Social mobility is becoming ever so popular a criterion to evaluate university education.  However, we all know that reputation of university matters as well because it attracts high-caliber students, faculty, and staff, and hence presumably, the quality of education and opportunity of high impact practices, such as research experiences, internships, cooperative education, and capstone courses.

I wanted to see how well my university – the University of South Florida (USF), balances the two issues of social mobility and reputation.  USF is a Carnegie R1 institution, meaning that it is categorized as a university with “very high research activity”.  There are 146 R1 universities, amongst which 106 (actually, there are 107 but one of them Graduate Center, CUNY only admits graduate students) are public.

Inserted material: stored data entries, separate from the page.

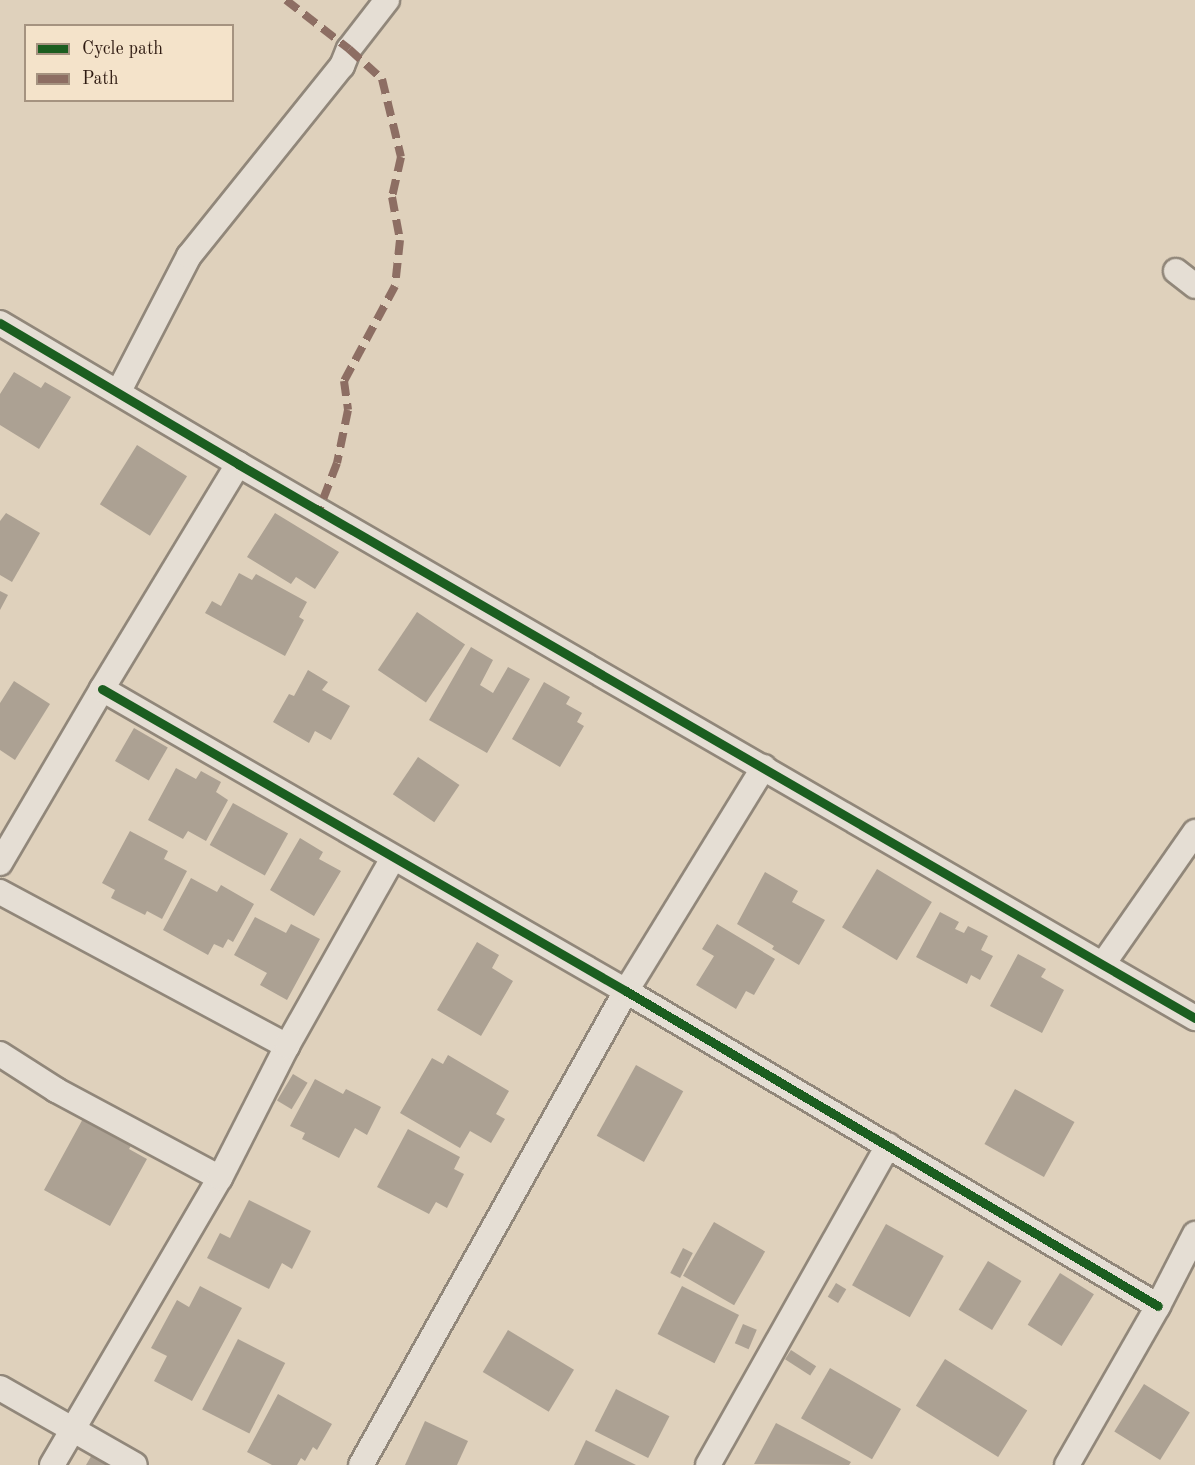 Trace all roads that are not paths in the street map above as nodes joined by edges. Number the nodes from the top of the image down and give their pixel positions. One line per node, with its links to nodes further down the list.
1 (387, 0): 5 (street)
2 (1176, 271): 3 (street)
3 (1195, 286)
4 (0, 323): 5 (street)
5 (119, 392): 6 (street)
6 (238, 464): 7 (street); 8 (street)
7 (102, 689): 10 (street); 11 (street)
8 (765, 767): 13 (street); 14 (street)
9 (1195, 832): 13 (street)
10 (393, 858): 14 (street); 16 (street)
11 (0, 863)
12 (0, 892): 16 (street)
13 (1103, 964): 15 (street)
14 (626, 991): 18 (street); 26 (street)
15 (1195, 1018)
16 (287, 1046): 19 (street)
17 (0, 1054): 19 (street)
18 (888, 1145): 21 (street); 27 (street)
19 (220, 1178): 23 (street)
20 (1195, 1234): 21 (street)
21 (1158, 1306): 28 (street)
22 (0, 1388): 23 (street)
23 (73, 1431): 24 (street); 25 (street)
24 (52, 1465)
25 (135, 1465)
26 (361, 1465)
27 (708, 1465)
28 (1067, 1465) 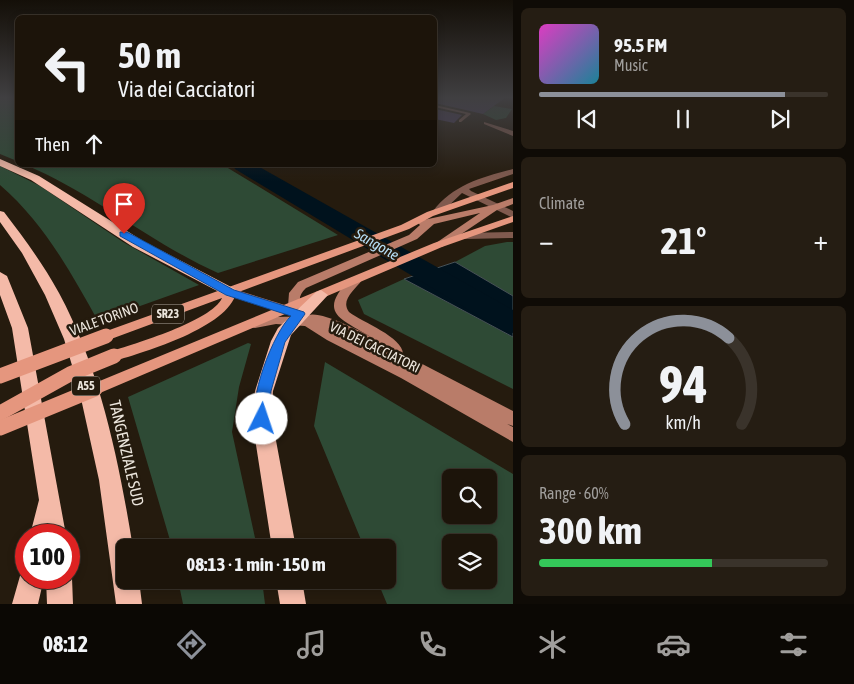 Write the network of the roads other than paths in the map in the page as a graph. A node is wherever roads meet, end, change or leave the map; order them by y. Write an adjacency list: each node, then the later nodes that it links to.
1 (491, 125): 2 (street)
2 (513, 134)
3 (0, 162): 21 (highway)
4 (513, 171): 6 (street)
5 (513, 185): 7 (main road, SR23)
6 (464, 186): 7 (street); 10 (street)
7 (476, 197): 9 (street); 10 (main road, SR23)
8 (513, 201): 9 (street)
9 (496, 207): 12 (street); 14 (street); 18 (street)
10 (438, 211): 15 (main road, SR23)
11 (0, 214): 34 (highway, TANGENZIALE SUD / A55)
12 (513, 215)
13 (513, 219): 17 (main road)
14 (430, 222): 15 (street); 23 (street)
15 (401, 229): 21 (main road, VIALE TORINO / SR23)
16 (513, 235): 17 (street)
17 (465, 236): 18 (main road)
18 (433, 247): 20 (main road)
19 (0, 276): 31 (highway)
20 (356, 280): 22 (main road); 25 (street)
21 (230, 292): 23 (street, VIA DEI CACCIATORI); 26 (main road, VIALE TORINO / SR23, bridge); 27 (main road, bridge)
22 (321, 294): 23 (highway)
23 (293, 313): 24 (street); 25 (street, VIA DEI CACCIATORI); 30 (street, VIA DEI CACCIATORI); 35 (highway)
24 (250, 325): 29 (main road, bridge)
25 (406, 361): 28 (street, VIA DEI CACCIATORI)
26 (0, 376)
27 (0, 413)
28 (513, 419)
29 (0, 428)
30 (513, 435)
31 (50, 500): 32 (highway); 33 (highway)
32 (45, 524)
33 (53, 524)
34 (120, 539)
35 (282, 539)
36 (28, 589): 40 (highway)
37 (59, 589): 41 (highway)
38 (127, 589): 42 (highway)
39 (290, 589): 43 (highway)
40 (25, 604)
41 (60, 604)
42 (129, 604)
43 (293, 604) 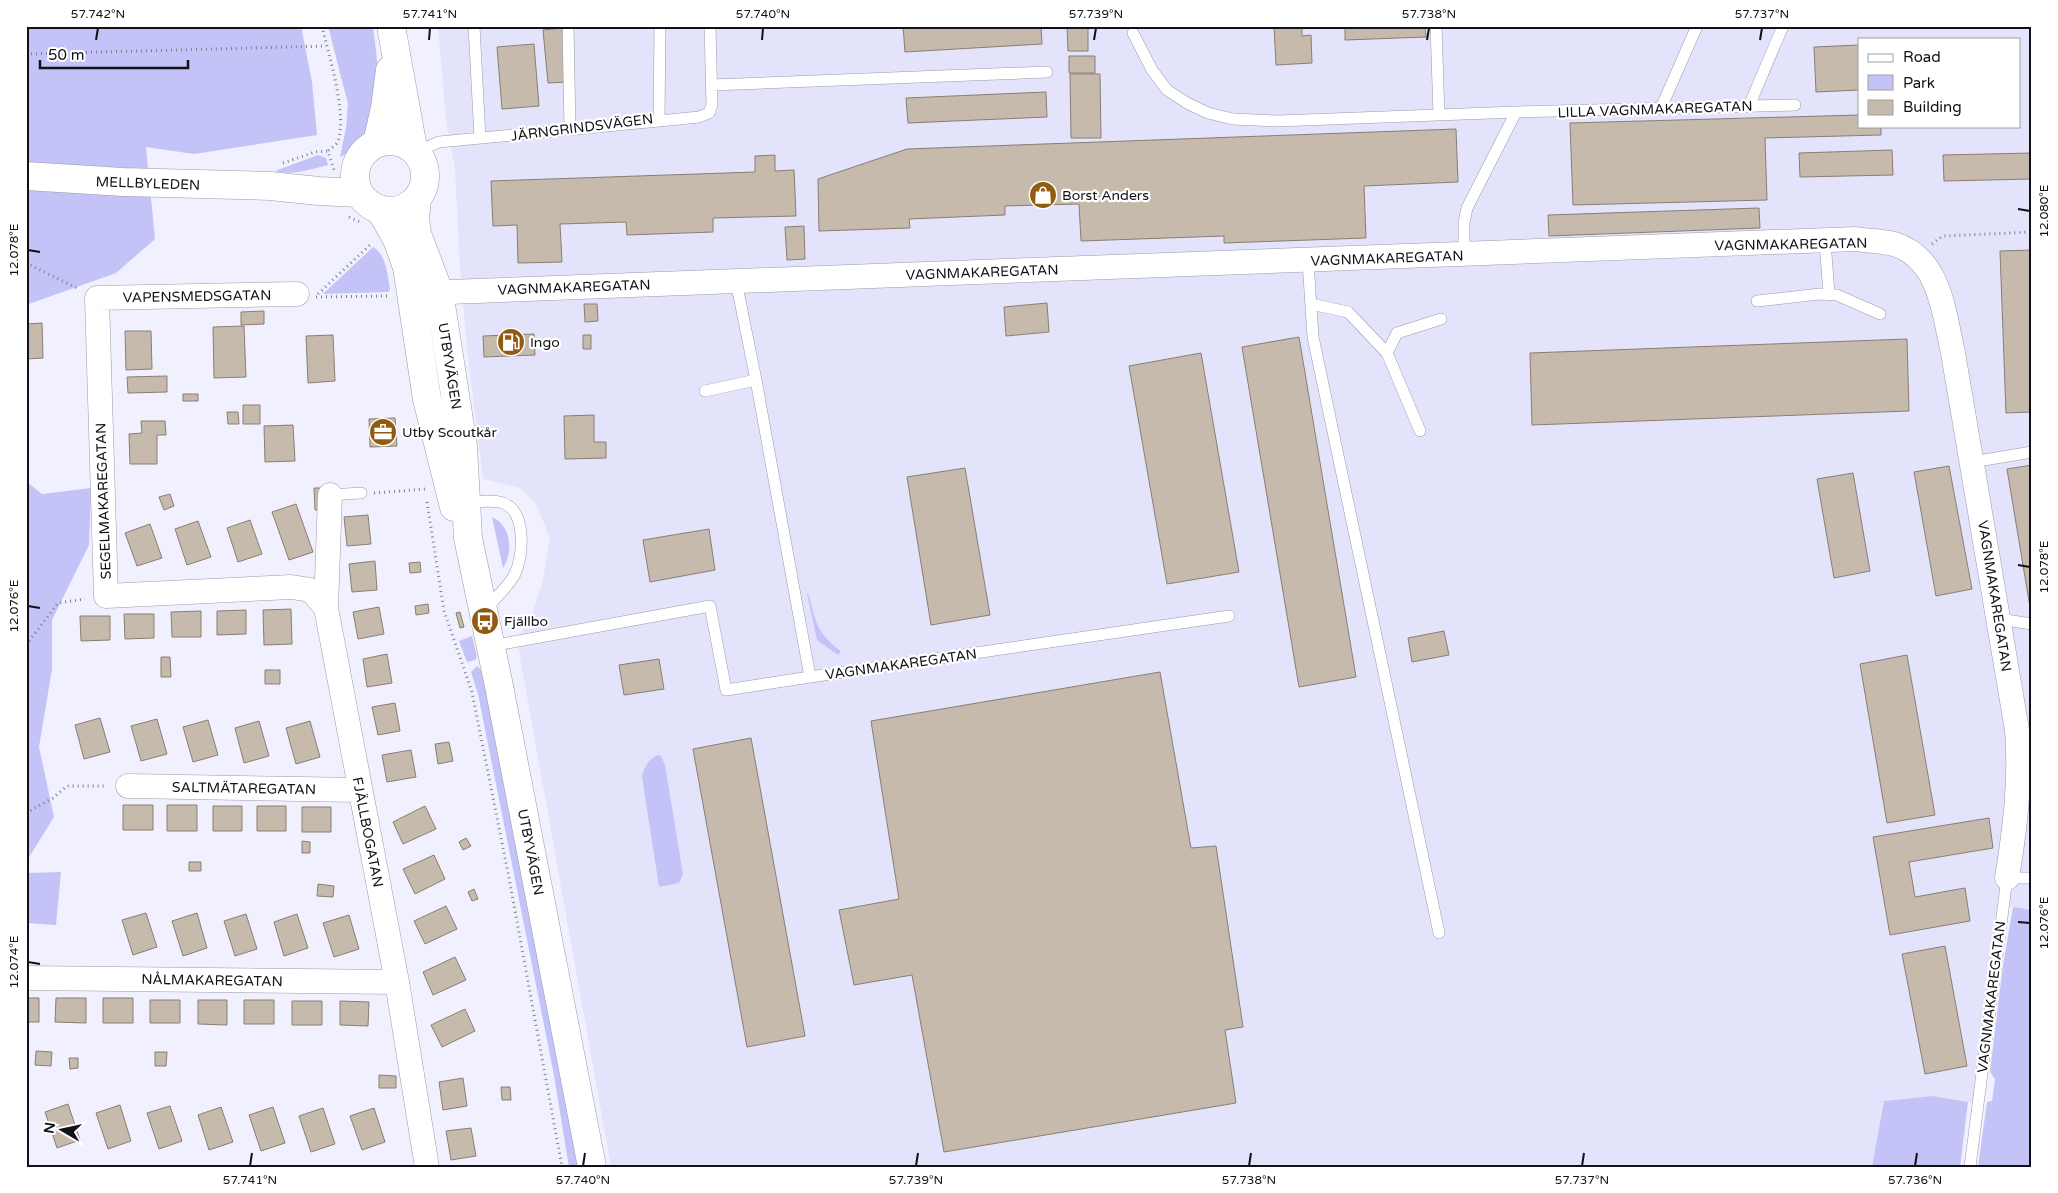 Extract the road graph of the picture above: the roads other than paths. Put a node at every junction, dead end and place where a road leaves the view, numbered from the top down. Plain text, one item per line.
1 (474, 26) edge
2 (568, 26) edge
3 (660, 26) edge
4 (710, 26) edge
5 (1436, 26) edge
6 (1697, 26) edge
7 (1783, 26) edge
8 (391, 32) edge
9 (1133, 33) dead end
10 (1047, 72) dead end
11 (712, 86) junction
12 (1795, 105) dead end
13 (1749, 106) junction
14 (1661, 108) junction
15 (1516, 112) junction
16 (1438, 115) junction
17 (659, 121) junction
18 (570, 129) junction
19 (480, 138) junction
20 (376, 143) junction
21 (414, 150) junction
22 (26, 176) edge
23 (355, 194) junction
24 (417, 198) junction
25 (1825, 241) junction
26 (1464, 255) junction
27 (1308, 261) junction
28 (736, 281) junction
29 (438, 292) junction
30 (297, 294) dead end
31 (1829, 294) junction
32 (404, 295) junction
33 (97, 298) joint
34 (1757, 301) dead end
35 (1311, 304) junction
36 (1880, 314) dead end
37 (1442, 319) dead end
38 (1387, 354) junction
39 (756, 380) junction
40 (704, 391) dead end
41 (1420, 431) dead end
42 (2032, 452) edge
43 (1972, 462) junction
44 (361, 493) dead end
45 (330, 495) joint
46 (460, 504) junction
47 (326, 608) junction
48 (484, 611) junction
49 (1229, 616) dead end
50 (1999, 619) junction
51 (2032, 624) edge
52 (491, 646) junction
53 (810, 678) junction
54 (2026, 765) edge
55 (128, 786) road end
56 (360, 790) junction
57 (2007, 878) junction
58 (2032, 878) edge
59 (1439, 933) dead end
60 (26, 978) edge
61 (397, 982) junction
62 (427, 1167) edge
63 (592, 1167) edge
64 (1970, 1167) edge

1 - 19 lane
2 - 18 lane
3 - 17 lane, JÄRNGRINDSVÄGEN
4 - 11 lane
5 - 16 lane
6 - 14 lane
7 - 13 lane
8 - 20 street, UTBYVÄGEN
8 - 21 street, UTBYVÄGEN
9 - 16 lane, LILLA VAGNMAKAREGATAN
10 - 11 lane
11 - 17 lane
12 - 13 lane, LILLA VAGNMAKAREGATAN
13 - 14 lane, LILLA VAGNMAKAREGATAN
14 - 15 lane, LILLA VAGNMAKAREGATAN
15 - 16 lane, LILLA VAGNMAKAREGATAN
15 - 26 lane
17 - 18 lane, JÄRNGRINDSVÄGEN
18 - 19 lane, JÄRNGRINDSVÄGEN
19 - 21 lane, JÄRNGRINDSVÄGEN
20 - 21 street
20 - 23 street
21 - 24 street, UTBYVÄGEN
22 - 23 street, MELLBYLEDEN
23 - 24 street
23 - 32 street, UTBYVÄGEN
24 - 29 street, UTBYVÄGEN
25 - 26 street, VAGNMAKAREGATAN
25 - 31 lane
25 - 43 street, VAGNMAKAREGATAN
26 - 27 street, VAGNMAKAREGATAN
27 - 28 street, VAGNMAKAREGATAN
27 - 35 lane
28 - 29 street, VAGNMAKAREGATAN
28 - 39 lane, VAGNMAKAREGATAN
29 - 32 street, VAGNMAKAREGATAN
29 - 46 street, UTBYVÄGEN
30 - 33 street, VAPENSMEDSGATAN
31 - 34 lane
31 - 36 lane
32 - 46 street, UTBYVÄGEN
33 - 47 street, SEGELMAKAREGATAN
35 - 38 lane
35 - 59 lane
37 - 38 lane
38 - 41 lane
39 - 40 lane
39 - 53 lane, VAGNMAKAREGATAN
42 - 43 lane
43 - 50 street, VAGNMAKAREGATAN
44 - 45 lane
45 - 47 street, FJÄLLBOGATAN
46 - 48 street, UTBYVÄGEN
46 - 48 lane
47 - 56 street, FJÄLLBOGATAN
48 - 52 street, UTBYVÄGEN
49 - 53 lane, VAGNMAKAREGATAN
50 - 51 lane
50 - 54 street, VAGNMAKAREGATAN
52 - 53 lane, VAGNMAKAREGATAN
52 - 63 street, UTBYVÄGEN
54 - 57 street, VAGNMAKAREGATAN
55 - 56 street, SALTMÄTAREGATAN
56 - 61 street, FJÄLLBOGATAN
57 - 58 lane
57 - 64 lane, VAGNMAKAREGATAN
60 - 61 street, NÅLMAKAREGATAN
61 - 62 street, FJÄLLBOGATAN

This blog is limited to the Carnegie R1 public universities.  I gave the same weight to the two rankings US News and World Report ranking and the Economic Mobility Index ranking .   The US News and World Report ranking  mostly use reputation in its calculations, and other factors include graduation and retention rates, selectivity of the incoming class, alumni giving rate, etc., which are substantially influenced by the wealth and income of the student’s family. The Economic Mobility Index ranking measures social mobility via out-of-pocket expenses, salary boost due to college degree, and time after graduation to recoup the money spent to go to college.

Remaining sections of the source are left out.